• **EXERCISE PROMPT**
Nothing but a number should be written: the count of lines below that contain "Sixteenth".

* * * * * * * * *

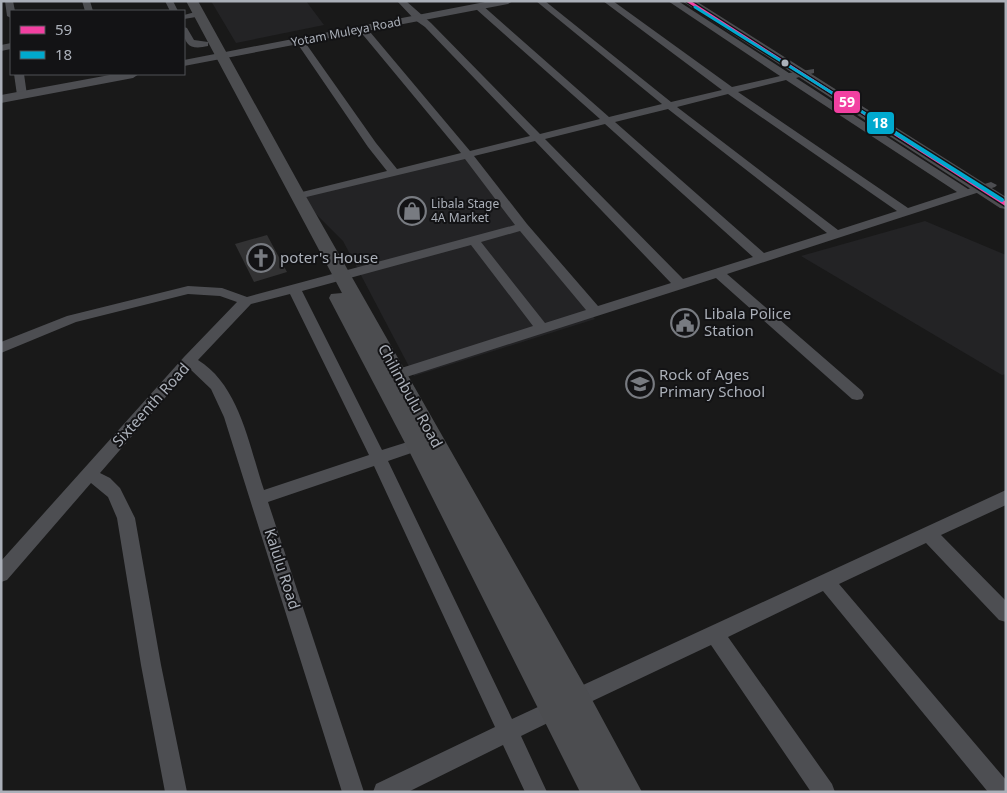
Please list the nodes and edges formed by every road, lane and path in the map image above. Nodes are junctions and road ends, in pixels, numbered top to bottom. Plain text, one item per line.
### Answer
1 (183, 1) edge
2 (192, 1) edge
3 (401, 1) edge
4 (508, 1) edge
5 (540, 1) edge
6 (607, 1) edge
7 (672, 1) edge
8 (688, 1) edge
9 (699, 1) edge
10 (486, 4) edge
11 (191, 16) edge
12 (418, 18) junction
13 (362, 28) junction
14 (185, 32) edge
15 (299, 40) junction
16 (213, 52) junction
17 (185, 64) edge
18 (800, 74) junction
19 (19, 75) edge
20 (111, 76) edge
21 (728, 90) junction
22 (22, 95) junction
23 (1, 99) edge
24 (669, 105) junction
25 (607, 120) junction
26 (538, 137) junction
27 (467, 154) junction
28 (394, 172) junction
29 (986, 186) junction
30 (966, 192) junction
31 (1006, 194) edge
32 (298, 196) junction
33 (1006, 204) edge
34 (908, 213) junction
35 (523, 226) junction
36 (836, 234) junction
37 (474, 241) junction
38 (762, 258) junction
39 (717, 272) junction
40 (335, 277) junction
41 (680, 284) junction
42 (294, 288) junction
43 (246, 301) junction
44 (595, 311) junction
45 (542, 328) junction
46 (1, 348) edge
47 (189, 361) junction
48 (397, 375) junction
49 (857, 395) dead end
50 (417, 445) junction
51 (378, 458) junction
52 (89, 474) junction
53 (1006, 497) edge
54 (259, 498) junction
55 (928, 532) junction
56 (1, 574) edge
57 (826, 581) junction
58 (1006, 614) edge
59 (715, 634) junction
60 (577, 698) junction
61 (553, 710) junction
62 (507, 732) junction
63 (176, 792) edge
64 (352, 792) edge
65 (384, 792) edge
66 (536, 792) edge
67 (596, 792) edge
68 (627, 792) edge
69 (824, 792) edge
70 (1002, 792) edge

1 - 11 main road, Chilimbulu Road
2 - 11 main road, Chilimbulu Road
3 - 12 street
4 - 10 street, Yotam Muleya Road
5 - 24 street
6 - 21 street
7 - 18 street
8 - 18 main road
9 - 18 main road
10 - 12 street, Yotam Muleya Road
10 - 25 street
11 - 16 main road, Chilimbulu Road
11 - 16 main road, Chilimbulu Road
12 - 13 street, Yotam Muleya Road
12 - 26 street
13 - 15 street, Yotam Muleya Road
13 - 27 street
14 - 16 street
15 - 16 street, Yotam Muleya Road
15 - 28 street
16 - 17 street, Yotam Muleya Road
16 - 32 main road, Chilimbulu Road
16 - 40 main road, Chilimbulu Road
18 - 21 street
18 - 29 main road
18 - 30 street
19 - 22 street
20 - 22 street
21 - 24 street
21 - 34 street
22 - 23 street
24 - 25 street
24 - 36 street
25 - 26 street
25 - 38 street
26 - 27 street
26 - 41 street
27 - 28 street
27 - 35 street
28 - 32 street
29 - 30 street
29 - 31 main road
29 - 33 main road
30 - 34 street
32 - 40 main road, Chilimbulu Road
34 - 36 street
35 - 37 street
35 - 44 street
36 - 38 street
37 - 40 street
37 - 45 street
38 - 39 street
39 - 41 street
39 - 49 street
40 - 42 street
40 - 48 main road, Chilimbulu Road
40 - 50 main road, Chilimbulu Road
41 - 44 street
42 - 43 street
42 - 51 street
43 - 46 street
43 - 47 street, Sixteenth Road
44 - 45 street
45 - 48 street
47 - 52 street, Sixteenth Road
47 - 54 street, Kalulu Road
48 - 60 main road, Chilimbulu Road
50 - 51 street
50 - 61 main road, Chilimbulu Road
51 - 54 street
51 - 62 street
52 - 56 street, Sixteenth Road
52 - 63 street
53 - 55 street
54 - 64 street, Kalulu Road
55 - 57 street
55 - 58 street
57 - 59 street
57 - 70 street
59 - 60 street
59 - 69 street
60 - 68 main road, Chilimbulu Road
61 - 62 street
61 - 67 main road, Chilimbulu Road
62 - 65 street
62 - 66 street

* * * * * * * * *

• **ANSWER BELOW**
3